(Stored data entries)
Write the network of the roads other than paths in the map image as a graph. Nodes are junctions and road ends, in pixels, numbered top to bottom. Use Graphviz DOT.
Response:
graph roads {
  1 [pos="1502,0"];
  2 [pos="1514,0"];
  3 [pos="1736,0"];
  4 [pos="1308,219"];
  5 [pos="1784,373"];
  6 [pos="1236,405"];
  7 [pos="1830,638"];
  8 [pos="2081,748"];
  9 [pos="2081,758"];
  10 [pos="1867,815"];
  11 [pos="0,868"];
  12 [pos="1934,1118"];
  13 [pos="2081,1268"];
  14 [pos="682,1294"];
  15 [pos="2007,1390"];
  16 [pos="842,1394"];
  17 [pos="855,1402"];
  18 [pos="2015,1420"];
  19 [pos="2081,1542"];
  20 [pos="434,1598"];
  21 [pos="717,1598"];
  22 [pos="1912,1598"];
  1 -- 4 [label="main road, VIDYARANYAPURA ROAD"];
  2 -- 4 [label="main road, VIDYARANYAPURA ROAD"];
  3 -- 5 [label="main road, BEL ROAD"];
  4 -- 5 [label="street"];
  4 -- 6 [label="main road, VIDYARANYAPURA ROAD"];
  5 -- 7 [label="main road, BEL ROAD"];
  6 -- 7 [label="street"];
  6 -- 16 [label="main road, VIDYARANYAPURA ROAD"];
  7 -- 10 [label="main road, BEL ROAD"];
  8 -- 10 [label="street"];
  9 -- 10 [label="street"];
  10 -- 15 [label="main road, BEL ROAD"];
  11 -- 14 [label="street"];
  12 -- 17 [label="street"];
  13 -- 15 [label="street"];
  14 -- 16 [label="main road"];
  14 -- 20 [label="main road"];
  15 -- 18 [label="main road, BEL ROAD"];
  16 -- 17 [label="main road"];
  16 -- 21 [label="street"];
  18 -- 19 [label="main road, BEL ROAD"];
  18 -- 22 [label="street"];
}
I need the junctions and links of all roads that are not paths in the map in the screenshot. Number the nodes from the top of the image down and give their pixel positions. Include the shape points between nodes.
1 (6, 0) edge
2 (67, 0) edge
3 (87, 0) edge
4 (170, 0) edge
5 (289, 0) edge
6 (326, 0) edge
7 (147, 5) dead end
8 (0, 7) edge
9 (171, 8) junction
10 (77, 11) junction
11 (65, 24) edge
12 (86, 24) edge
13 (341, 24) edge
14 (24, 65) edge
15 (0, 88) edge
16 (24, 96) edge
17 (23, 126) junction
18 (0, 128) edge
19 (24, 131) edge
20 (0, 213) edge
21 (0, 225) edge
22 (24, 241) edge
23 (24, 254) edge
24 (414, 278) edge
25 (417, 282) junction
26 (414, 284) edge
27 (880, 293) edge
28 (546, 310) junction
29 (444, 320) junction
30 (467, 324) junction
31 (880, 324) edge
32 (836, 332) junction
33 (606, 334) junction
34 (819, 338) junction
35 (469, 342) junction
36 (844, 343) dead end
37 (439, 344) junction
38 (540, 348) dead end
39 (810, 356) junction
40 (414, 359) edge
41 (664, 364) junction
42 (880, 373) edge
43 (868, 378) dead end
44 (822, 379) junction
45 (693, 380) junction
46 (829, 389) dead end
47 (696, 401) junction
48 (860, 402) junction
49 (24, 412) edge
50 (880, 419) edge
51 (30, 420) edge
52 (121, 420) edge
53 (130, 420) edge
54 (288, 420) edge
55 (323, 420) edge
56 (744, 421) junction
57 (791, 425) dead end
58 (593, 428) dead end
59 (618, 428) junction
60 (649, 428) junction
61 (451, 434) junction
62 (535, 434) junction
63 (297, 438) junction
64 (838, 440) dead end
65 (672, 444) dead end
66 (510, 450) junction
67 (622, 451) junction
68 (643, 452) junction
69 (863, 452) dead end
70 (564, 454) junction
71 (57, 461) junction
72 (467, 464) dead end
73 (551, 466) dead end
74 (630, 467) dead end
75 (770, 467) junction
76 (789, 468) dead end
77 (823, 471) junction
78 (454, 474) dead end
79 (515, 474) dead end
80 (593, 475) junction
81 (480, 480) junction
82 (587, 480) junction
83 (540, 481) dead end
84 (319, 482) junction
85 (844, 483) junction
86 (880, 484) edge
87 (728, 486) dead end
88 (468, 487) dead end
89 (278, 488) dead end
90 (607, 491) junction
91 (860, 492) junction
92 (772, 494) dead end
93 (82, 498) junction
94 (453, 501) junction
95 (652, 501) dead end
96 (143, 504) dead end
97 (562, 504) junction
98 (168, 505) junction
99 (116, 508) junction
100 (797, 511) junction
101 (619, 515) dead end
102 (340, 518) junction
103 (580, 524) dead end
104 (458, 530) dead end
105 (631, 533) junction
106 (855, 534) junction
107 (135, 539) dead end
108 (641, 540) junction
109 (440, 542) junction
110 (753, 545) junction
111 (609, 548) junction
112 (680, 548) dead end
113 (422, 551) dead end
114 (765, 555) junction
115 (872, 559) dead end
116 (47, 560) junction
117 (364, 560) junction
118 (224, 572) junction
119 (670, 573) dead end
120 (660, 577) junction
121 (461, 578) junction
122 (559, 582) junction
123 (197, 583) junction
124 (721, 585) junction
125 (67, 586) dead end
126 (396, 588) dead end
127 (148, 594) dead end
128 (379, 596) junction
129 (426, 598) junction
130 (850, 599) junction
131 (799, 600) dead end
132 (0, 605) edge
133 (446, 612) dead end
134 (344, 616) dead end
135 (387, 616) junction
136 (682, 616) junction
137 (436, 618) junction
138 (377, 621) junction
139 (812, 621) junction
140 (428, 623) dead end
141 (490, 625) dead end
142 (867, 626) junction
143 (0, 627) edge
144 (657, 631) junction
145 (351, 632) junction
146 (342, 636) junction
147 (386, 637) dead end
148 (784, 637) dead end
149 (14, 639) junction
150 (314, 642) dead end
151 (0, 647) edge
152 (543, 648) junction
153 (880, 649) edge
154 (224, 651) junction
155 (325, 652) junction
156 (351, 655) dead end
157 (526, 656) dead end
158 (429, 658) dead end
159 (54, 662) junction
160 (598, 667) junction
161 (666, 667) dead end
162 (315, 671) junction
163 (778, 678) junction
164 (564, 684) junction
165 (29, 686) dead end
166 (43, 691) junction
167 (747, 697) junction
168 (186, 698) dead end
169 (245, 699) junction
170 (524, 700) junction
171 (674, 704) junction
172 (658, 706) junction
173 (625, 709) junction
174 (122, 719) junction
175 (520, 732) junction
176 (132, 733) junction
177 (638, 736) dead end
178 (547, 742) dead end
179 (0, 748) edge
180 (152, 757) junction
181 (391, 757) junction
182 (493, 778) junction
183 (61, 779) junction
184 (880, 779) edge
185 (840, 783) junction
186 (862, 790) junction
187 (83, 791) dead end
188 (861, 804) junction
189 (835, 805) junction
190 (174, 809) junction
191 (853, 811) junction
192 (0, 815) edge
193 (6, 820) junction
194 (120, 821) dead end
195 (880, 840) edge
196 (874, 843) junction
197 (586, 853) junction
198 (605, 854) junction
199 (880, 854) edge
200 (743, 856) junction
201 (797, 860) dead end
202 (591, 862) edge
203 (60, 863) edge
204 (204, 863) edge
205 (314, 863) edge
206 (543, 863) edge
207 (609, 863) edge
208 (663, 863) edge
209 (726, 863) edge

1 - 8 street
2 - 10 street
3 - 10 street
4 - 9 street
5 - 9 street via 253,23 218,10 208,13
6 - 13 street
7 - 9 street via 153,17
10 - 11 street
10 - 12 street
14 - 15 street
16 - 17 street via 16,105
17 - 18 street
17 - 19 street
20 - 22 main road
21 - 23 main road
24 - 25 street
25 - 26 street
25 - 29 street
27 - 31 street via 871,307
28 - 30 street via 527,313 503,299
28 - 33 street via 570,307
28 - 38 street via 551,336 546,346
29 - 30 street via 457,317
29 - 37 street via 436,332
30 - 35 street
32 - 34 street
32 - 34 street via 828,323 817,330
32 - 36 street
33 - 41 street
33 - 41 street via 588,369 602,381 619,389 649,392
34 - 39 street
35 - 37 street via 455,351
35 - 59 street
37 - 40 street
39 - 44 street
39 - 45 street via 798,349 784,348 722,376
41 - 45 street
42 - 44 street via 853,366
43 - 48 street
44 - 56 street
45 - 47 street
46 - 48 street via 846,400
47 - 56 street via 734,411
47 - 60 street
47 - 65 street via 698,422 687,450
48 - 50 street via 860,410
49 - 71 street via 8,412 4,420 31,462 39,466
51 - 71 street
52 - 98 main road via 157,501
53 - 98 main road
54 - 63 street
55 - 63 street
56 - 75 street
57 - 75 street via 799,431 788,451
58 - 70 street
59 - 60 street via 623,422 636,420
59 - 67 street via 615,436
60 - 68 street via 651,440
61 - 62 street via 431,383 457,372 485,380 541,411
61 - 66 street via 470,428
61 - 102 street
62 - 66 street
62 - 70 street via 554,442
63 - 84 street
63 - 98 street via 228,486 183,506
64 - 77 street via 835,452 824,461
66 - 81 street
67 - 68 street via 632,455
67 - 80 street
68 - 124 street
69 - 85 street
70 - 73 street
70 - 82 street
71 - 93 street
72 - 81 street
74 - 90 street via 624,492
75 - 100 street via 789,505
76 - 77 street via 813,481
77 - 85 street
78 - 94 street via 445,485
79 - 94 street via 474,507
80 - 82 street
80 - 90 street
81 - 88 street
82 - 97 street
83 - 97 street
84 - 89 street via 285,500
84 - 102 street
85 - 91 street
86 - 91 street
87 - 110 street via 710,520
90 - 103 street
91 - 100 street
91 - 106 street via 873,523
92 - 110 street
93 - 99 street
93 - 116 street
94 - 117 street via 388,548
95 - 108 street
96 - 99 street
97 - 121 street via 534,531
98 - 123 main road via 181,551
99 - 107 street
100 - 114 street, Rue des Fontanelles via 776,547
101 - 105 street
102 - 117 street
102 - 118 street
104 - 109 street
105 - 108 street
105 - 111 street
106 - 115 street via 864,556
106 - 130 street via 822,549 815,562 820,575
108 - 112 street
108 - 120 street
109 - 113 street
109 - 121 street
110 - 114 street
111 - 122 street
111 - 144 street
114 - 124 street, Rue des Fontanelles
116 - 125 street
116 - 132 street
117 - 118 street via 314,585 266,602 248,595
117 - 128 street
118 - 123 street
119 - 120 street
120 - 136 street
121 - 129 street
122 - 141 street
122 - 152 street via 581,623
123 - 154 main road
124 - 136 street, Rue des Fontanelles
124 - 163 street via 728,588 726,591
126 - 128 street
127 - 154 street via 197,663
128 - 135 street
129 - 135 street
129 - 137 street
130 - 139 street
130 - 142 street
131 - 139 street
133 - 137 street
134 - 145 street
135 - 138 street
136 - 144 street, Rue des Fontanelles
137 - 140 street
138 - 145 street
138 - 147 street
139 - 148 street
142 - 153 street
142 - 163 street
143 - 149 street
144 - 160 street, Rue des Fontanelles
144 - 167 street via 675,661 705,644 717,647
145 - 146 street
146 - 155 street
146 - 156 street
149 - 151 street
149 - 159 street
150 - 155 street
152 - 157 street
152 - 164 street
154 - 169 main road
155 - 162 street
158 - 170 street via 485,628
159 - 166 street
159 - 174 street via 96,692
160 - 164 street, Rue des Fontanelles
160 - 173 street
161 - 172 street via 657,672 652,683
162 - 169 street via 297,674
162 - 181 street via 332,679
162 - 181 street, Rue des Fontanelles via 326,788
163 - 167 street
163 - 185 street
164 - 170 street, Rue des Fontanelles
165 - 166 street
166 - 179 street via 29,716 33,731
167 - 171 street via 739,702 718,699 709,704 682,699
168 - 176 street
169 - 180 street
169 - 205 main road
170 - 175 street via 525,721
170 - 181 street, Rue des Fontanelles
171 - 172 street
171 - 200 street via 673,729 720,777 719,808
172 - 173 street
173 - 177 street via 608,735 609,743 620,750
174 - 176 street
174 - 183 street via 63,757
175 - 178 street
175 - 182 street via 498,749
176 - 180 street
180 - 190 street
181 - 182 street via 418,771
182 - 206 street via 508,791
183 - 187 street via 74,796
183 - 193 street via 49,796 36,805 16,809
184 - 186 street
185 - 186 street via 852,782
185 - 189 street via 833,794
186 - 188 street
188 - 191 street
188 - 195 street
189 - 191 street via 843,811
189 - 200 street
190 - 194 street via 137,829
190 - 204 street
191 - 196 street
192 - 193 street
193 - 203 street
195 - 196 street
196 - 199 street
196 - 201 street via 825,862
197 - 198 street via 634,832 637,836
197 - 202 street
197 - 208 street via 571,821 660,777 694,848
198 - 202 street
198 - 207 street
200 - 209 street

**DIRECTIONS**
Scan the records above for the string "junctions", and copy every line where it turns up.

**REPLY**
Write the network of the roads other than paths in the map image as a graph. Nodes are junctions and road ends, in pixels, numbered top to bottom. Use Graphviz DOT.
I need the junctions and links of all roads that are not paths in the map in the screenshot. Number the nodes from the top of the image down and give their pixel positions. Include the shape points between nodes.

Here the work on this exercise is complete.